• **Stored dataset items**
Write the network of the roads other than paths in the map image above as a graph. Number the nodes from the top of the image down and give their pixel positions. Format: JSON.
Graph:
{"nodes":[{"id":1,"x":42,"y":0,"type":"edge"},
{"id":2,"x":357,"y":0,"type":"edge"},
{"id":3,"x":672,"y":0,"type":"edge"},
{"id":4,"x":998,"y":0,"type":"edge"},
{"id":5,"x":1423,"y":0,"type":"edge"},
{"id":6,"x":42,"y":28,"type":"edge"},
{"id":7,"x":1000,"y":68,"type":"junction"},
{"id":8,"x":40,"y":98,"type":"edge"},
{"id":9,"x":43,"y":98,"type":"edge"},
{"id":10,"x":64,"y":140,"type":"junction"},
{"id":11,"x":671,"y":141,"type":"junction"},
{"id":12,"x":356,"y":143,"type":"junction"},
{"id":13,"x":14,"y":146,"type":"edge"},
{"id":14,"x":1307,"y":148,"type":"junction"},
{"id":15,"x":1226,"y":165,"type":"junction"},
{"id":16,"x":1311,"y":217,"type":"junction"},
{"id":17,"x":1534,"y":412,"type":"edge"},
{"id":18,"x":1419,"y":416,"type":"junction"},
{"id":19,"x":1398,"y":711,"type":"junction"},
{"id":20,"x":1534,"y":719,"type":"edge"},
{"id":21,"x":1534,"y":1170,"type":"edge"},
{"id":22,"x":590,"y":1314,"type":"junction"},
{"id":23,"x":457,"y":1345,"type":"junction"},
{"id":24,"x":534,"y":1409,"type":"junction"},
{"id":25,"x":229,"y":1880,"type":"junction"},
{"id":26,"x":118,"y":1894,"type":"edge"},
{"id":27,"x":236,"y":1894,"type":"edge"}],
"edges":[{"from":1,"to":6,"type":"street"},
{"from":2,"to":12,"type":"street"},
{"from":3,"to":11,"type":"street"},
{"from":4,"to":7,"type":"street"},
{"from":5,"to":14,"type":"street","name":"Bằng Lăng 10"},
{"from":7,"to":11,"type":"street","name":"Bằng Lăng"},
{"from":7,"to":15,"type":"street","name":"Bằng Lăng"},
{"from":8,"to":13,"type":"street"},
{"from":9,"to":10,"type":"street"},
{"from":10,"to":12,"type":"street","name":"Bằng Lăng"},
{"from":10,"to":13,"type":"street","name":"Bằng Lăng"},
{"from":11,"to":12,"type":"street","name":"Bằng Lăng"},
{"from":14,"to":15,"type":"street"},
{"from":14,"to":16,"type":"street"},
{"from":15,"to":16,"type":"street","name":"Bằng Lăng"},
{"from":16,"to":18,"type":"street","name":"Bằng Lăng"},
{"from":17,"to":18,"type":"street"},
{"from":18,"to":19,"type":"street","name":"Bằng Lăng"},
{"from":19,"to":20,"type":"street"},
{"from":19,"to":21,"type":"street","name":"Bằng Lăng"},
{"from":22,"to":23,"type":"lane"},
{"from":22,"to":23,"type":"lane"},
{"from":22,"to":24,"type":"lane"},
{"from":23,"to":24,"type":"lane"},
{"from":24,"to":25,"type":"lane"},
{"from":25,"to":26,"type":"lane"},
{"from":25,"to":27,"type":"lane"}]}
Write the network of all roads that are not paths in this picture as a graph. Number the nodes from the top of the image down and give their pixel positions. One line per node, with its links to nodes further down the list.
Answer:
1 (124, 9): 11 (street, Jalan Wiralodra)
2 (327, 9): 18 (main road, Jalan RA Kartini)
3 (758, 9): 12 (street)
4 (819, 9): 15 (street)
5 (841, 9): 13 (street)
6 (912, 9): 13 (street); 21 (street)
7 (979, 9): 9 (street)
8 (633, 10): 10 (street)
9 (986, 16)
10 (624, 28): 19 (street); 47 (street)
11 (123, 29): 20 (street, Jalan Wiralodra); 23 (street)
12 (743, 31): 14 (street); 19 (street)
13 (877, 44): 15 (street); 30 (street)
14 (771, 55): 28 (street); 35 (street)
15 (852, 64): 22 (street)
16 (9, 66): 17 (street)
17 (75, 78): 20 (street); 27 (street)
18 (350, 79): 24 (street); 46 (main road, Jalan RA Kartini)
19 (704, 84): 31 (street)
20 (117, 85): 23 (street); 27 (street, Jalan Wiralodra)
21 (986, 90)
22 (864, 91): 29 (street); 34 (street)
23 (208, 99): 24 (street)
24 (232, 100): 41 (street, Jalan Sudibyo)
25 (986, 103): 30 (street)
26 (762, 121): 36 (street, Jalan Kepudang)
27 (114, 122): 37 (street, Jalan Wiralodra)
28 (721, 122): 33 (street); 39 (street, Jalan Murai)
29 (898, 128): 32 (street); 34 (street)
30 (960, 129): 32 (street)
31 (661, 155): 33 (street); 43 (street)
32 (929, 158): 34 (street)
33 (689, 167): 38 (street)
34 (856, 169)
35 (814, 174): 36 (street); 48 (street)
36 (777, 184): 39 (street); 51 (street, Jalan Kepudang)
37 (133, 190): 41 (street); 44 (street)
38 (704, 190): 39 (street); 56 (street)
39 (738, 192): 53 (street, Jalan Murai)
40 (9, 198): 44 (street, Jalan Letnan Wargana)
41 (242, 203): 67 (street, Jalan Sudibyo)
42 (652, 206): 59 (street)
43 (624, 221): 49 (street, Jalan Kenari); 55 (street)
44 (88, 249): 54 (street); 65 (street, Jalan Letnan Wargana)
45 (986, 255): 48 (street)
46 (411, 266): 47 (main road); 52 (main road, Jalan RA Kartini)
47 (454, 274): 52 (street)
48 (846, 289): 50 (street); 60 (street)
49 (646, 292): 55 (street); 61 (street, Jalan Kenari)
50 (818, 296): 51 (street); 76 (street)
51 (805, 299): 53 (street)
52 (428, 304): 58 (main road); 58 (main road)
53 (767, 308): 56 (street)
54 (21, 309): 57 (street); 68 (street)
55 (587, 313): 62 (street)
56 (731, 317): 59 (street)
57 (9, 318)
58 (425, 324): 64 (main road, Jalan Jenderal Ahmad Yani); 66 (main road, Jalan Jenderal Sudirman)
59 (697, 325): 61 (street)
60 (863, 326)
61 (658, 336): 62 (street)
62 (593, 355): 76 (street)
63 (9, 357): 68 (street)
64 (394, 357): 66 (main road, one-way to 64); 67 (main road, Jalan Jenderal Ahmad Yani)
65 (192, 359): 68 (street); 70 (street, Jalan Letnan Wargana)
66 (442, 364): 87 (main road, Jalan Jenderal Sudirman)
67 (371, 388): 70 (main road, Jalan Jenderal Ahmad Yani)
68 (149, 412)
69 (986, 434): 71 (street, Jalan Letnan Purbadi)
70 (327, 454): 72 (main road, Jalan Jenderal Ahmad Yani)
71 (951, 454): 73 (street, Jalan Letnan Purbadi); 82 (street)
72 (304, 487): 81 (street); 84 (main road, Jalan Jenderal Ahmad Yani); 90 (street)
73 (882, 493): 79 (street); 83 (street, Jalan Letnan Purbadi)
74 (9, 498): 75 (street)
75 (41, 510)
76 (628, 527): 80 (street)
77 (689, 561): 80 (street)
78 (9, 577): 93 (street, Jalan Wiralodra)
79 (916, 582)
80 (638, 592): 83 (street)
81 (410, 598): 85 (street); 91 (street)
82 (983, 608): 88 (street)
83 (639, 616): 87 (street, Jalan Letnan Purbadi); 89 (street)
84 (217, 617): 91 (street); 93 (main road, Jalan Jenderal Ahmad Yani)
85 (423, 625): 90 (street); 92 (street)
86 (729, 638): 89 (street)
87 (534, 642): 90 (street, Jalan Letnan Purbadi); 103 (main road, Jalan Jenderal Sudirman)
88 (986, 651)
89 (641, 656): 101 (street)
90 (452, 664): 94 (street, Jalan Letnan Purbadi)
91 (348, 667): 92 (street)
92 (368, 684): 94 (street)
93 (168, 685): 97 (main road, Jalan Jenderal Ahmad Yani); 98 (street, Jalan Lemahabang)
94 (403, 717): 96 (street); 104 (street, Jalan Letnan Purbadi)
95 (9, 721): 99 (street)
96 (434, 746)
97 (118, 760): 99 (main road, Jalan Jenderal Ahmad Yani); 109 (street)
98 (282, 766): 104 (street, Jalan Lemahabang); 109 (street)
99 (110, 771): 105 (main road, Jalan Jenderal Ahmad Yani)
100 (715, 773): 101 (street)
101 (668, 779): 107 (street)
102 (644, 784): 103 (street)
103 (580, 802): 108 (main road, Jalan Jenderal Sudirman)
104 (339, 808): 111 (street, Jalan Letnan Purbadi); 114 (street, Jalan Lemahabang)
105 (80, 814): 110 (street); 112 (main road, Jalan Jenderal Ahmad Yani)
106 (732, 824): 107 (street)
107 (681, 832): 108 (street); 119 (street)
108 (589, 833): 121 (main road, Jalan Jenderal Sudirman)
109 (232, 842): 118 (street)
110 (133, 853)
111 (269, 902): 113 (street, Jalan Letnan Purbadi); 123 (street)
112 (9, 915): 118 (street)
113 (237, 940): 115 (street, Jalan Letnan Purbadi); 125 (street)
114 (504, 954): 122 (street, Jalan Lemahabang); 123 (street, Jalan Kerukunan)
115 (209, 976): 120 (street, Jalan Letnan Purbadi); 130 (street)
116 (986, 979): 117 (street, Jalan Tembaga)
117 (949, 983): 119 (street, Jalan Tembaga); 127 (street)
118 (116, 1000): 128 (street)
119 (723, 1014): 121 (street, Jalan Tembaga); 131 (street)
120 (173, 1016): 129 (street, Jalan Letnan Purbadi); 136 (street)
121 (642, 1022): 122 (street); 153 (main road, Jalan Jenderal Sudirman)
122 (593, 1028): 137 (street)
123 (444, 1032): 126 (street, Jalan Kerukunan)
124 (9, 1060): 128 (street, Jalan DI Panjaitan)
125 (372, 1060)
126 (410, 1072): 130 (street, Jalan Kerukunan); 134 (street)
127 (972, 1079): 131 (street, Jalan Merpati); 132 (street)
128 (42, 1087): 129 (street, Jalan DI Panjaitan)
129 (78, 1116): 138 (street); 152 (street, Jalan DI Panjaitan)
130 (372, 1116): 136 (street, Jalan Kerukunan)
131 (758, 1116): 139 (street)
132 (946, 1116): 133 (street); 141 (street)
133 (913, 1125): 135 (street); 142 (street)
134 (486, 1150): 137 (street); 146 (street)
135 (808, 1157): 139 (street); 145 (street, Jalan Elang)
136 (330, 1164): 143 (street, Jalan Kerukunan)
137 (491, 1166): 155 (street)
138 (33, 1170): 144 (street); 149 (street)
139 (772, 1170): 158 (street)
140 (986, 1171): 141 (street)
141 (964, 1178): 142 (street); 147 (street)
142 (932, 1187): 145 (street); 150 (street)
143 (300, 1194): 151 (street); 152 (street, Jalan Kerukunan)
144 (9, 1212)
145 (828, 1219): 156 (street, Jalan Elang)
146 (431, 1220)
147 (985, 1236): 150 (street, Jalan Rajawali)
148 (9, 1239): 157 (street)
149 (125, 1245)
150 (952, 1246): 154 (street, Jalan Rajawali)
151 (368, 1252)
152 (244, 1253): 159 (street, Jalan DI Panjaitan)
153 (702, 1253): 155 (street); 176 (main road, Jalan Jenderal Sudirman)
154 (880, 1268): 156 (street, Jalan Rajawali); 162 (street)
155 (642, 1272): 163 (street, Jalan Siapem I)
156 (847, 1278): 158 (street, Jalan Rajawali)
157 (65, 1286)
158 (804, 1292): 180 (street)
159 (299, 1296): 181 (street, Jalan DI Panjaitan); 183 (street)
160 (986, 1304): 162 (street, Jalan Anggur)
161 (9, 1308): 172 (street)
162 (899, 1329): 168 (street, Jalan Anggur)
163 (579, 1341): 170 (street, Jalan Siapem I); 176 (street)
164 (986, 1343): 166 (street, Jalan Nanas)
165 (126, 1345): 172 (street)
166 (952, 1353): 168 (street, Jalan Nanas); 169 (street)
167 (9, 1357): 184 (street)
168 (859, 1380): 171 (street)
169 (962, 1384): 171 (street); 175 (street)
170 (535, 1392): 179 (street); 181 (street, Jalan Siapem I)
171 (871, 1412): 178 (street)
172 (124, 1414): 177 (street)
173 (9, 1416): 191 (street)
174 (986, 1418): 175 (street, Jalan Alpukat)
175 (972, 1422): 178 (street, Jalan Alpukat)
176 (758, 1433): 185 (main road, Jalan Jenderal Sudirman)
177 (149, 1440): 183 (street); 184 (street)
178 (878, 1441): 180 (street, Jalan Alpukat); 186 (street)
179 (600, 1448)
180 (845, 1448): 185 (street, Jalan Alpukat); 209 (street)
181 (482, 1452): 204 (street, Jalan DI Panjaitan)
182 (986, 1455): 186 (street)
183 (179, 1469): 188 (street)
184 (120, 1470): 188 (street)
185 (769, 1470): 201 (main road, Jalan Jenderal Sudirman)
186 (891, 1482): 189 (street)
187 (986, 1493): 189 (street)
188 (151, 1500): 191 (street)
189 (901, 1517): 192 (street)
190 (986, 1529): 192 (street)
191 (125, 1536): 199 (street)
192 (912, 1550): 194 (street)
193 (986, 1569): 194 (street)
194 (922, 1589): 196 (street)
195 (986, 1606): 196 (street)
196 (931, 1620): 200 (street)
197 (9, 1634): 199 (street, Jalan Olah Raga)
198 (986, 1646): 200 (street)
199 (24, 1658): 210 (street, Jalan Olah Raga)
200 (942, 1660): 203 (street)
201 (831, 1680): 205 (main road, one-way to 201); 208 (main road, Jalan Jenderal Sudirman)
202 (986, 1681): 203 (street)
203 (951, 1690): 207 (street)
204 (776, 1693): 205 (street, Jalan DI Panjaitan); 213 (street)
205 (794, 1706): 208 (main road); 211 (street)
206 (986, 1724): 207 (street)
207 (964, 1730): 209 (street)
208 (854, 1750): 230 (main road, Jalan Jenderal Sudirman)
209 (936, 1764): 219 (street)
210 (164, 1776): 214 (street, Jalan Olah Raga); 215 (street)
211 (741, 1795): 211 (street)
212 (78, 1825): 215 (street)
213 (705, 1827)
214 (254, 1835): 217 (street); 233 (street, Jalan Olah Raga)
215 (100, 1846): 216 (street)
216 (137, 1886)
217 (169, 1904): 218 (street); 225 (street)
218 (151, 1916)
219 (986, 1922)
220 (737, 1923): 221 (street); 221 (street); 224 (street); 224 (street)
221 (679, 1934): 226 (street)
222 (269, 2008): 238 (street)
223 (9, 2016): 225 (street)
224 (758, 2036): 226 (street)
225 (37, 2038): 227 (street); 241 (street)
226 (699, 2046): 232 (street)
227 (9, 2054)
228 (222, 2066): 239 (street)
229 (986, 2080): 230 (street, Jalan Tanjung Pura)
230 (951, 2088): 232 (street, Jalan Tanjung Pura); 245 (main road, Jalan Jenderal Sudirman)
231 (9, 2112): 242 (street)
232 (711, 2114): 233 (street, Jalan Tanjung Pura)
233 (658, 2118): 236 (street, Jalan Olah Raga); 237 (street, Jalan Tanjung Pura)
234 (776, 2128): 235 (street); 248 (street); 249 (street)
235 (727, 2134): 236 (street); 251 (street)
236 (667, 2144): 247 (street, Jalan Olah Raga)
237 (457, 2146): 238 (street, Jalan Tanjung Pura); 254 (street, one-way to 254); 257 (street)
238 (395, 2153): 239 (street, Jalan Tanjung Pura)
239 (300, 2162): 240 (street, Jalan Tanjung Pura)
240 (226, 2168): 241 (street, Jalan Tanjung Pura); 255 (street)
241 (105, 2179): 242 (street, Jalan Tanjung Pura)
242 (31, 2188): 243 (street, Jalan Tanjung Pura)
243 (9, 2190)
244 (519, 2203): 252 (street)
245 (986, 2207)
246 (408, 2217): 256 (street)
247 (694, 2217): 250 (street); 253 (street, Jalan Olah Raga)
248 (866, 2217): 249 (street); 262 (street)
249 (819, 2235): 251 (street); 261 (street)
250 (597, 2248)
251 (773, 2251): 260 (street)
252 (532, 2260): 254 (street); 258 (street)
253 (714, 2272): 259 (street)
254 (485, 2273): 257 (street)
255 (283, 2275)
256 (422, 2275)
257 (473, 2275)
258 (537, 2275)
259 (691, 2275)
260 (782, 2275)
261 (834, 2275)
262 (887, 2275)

• **ABOUT THIS TASK**
Return every line from the records above that holds the word "Wargana".

• **ANSWER TO THIS TASK**
40 (9, 198): 44 (street, Jalan Letnan Wargana)
44 (88, 249): 54 (street); 65 (street, Jalan Letnan Wargana)
65 (192, 359): 68 (street); 70 (street, Jalan Letnan Wargana)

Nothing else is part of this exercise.